In a recent post, Stateline highlighted many of these unusual state taxes that perplex taxpayers across the country. Illinois offers a prime case of the discriminatory nature of these hair-splitting taxes. According to the Streamlined State and Use Tax Agreement that attempts to standardize sales taxes nationwide, the difference between candy and cookies or cakes is whether or not the product contains flour. So when Illinois raised the state candy tax from 1 percent to 6.25 percent in 2009, Kit-Kats, Milky Ways, and other flour-containing candy bars were exempt from the exorbitant candy tax hike while other products sold in the same aisle were not.

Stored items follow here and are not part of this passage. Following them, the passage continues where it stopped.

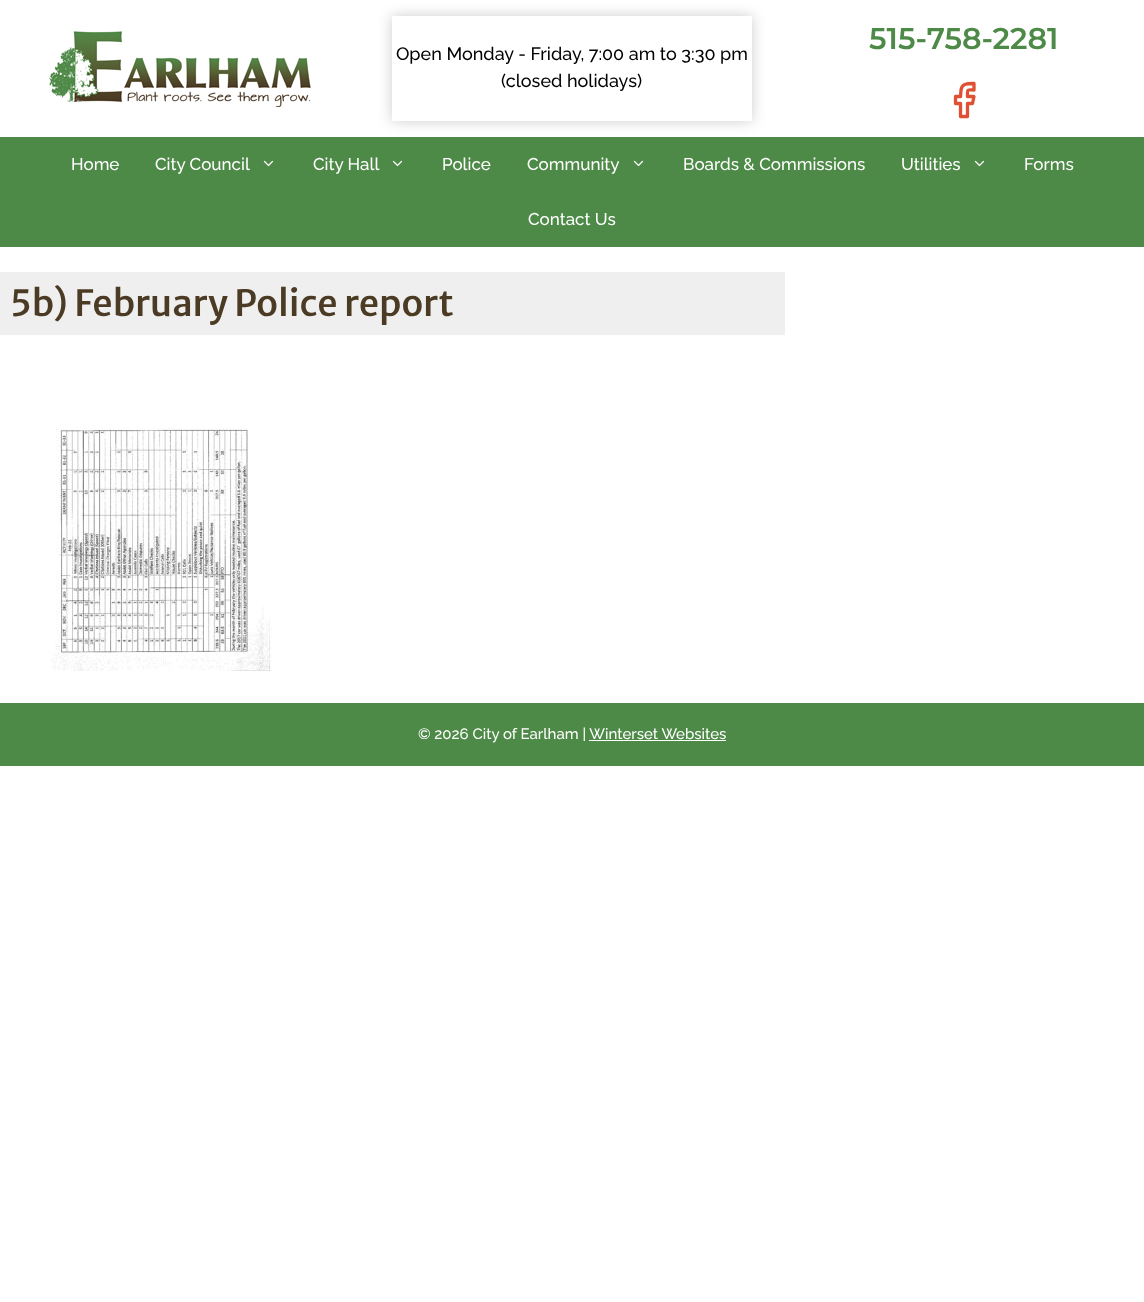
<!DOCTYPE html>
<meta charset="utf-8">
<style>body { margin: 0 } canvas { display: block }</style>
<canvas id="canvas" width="1144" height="1302"></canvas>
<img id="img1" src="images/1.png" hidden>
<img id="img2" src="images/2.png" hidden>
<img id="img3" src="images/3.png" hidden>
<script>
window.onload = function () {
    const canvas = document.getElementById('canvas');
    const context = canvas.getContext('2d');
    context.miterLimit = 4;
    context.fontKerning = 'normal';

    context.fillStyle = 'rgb(255, 255, 255)';
    context.fillRect(0, 0, 1144, 1302);
    context.drawImage(document.getElementById('img1'), 49, 31, 262, 76);
    context.fillStyle = 'rgb(78, 138, 71)';
    context.fillRect(0, 137, 1144, 110);
    context.save();
    context.beginPath();
    context.moveTo(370, 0);
    context.lineTo(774, 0);
    context.lineTo(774, 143);
    context.lineTo(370, 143);
    context.closePath();
    context.moveTo(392, 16);
    context.lineTo(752, 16);
    context.lineTo(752, 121);
    context.lineTo(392, 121);
    context.closePath();
    context.clip('evenodd');
    context.fillStyle = 'rgba(0, 0, 0, 0.2)';
    context.filter = 'blur(7px)';
    context.beginPath();
    context.rect(392, 16, 360, 105);
    context.fill();
    context.filter = 'none';
    context.restore();
    context.beginPath();
    context.moveTo(974, 83.5);
    context.bezierCurveTo(968.5, 83.5, 962, 83, 961, 90);
    context.lineTo(960.5, 96.5);
    context.lineTo(955.5, 96.5);
    context.lineTo(955.5, 103.5);
    context.lineTo(960.5, 103.5);
    context.lineTo(960.5, 116.5);
    context.lineTo(967.5, 116.5);
    context.lineTo(967.5, 103.5);
    context.lineTo(972.5, 103.5);
    context.lineTo(974, 96.5);
    context.lineTo(967.5, 96.5);
    context.bezierCurveTo(967.5, 89, 966.5, 90, 974, 90);
    context.closePath();
    context.strokeStyle = 'rgb(224, 80, 51)';
    context.lineWidth = 3.3;
    context.lineCap = 'round';
    context.lineJoin = 'round';
    context.stroke();
    context.drawImage(document.getElementById('img2'), 263, 160, 11, 7);
    context.drawImage(document.getElementById('img2'), 392, 160, 11, 7);
    context.drawImage(document.getElementById('img2'), 633, 160, 11, 7);
    context.drawImage(document.getElementById('img2'), 974, 160, 11, 7);
    context.fillStyle = 'rgb(239, 239, 239)';
    context.fillRect(0, 272, 785, 63);
    context.drawImage(document.getElementById('img3'), 51, 427, 221, 244);
    context.fillStyle = 'rgb(78, 138, 71)';
    context.fillRect(0, 703, 1144, 63);
    context.fillStyle = 'rgb(255, 255, 255)';
    context.fillRect(589, 740, 137, 1);
    context.font = '500 18px Raleway';
    context.fillStyle = 'rgb(0, 0, 0)';
    context.fillText('Open Monday - Friday, 7:00 am to 3:30 pm', 396, 60);
    context.fillText('(closed holidays)', 501, 87);
    context.font = '600 30px Montserrat';
    context.fillStyle = 'rgb(78, 138, 71)';
    context.fillText('515-758-2281', 869, 49);
    context.font = '500 17px Raleway';
    context.fillStyle = 'rgb(255, 255, 255)';
    context.fillText('Home', 71, 170);
    context.fillText('City Council', 155, 170);
    context.fillText('City Hall', 313, 170);
    context.fillText('Police', 442, 170);
    context.fillText('Community', 527, 170);
    context.fillText('Boards & Commissions', 683, 170);
    context.fillText('Utilities', 901, 170);
    context.fillText('Forms', 1024, 170);
    context.fillText('Contact Us', 528, 225);
    context.font = '500 36px Merriweather Sans';
    context.fillStyle = 'rgb(75, 59, 36)';
    context.fillText('5b) February Police report', 10, 316);
    context.font = '500 15px Raleway';
    context.fillStyle = 'rgb(255, 255, 255)';
    context.fillText('© 2026 City of Earlham | Winterset Websites', 418, 739);
};
</script>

Beer-drinkers in Kansas encounter puzzling obstacles similar to those of candy-eaters in Illinois. The Sunflower State allows beer containing alcohol content of 3.2 percent or less to be sold in grocery stores. This beer, however, is subject to the state’s 6.5 percent sales tax as well as local tax, which averages a total of 8.4 percent combined tax. Regular beer with higher alcohol content, on the other hand, is exclusively sold in liquor stores and not subject to the same sales tax. An 8 percent liquor enforcement tax is imposed instead, which is on average a lower tax than that levied on these low alcohol content beers.
“There are many strange quirks in the tax system,” said Kansas Department of Revenue spokeswoman Jeannine Koranda in reference to this strange contradiction.
These “quirks” are actually costly burdens on taxpayers that represent a larger problem plaguing the current tax system. Pedantic complications in both the federal and state tax codes have become so numerous that the laws are now used to steer consumption and limit choice. Be it bagels, candy or beer, anomalies in the tax code not only impose undue regulation but make compliance difficult for taxpayers and business owners.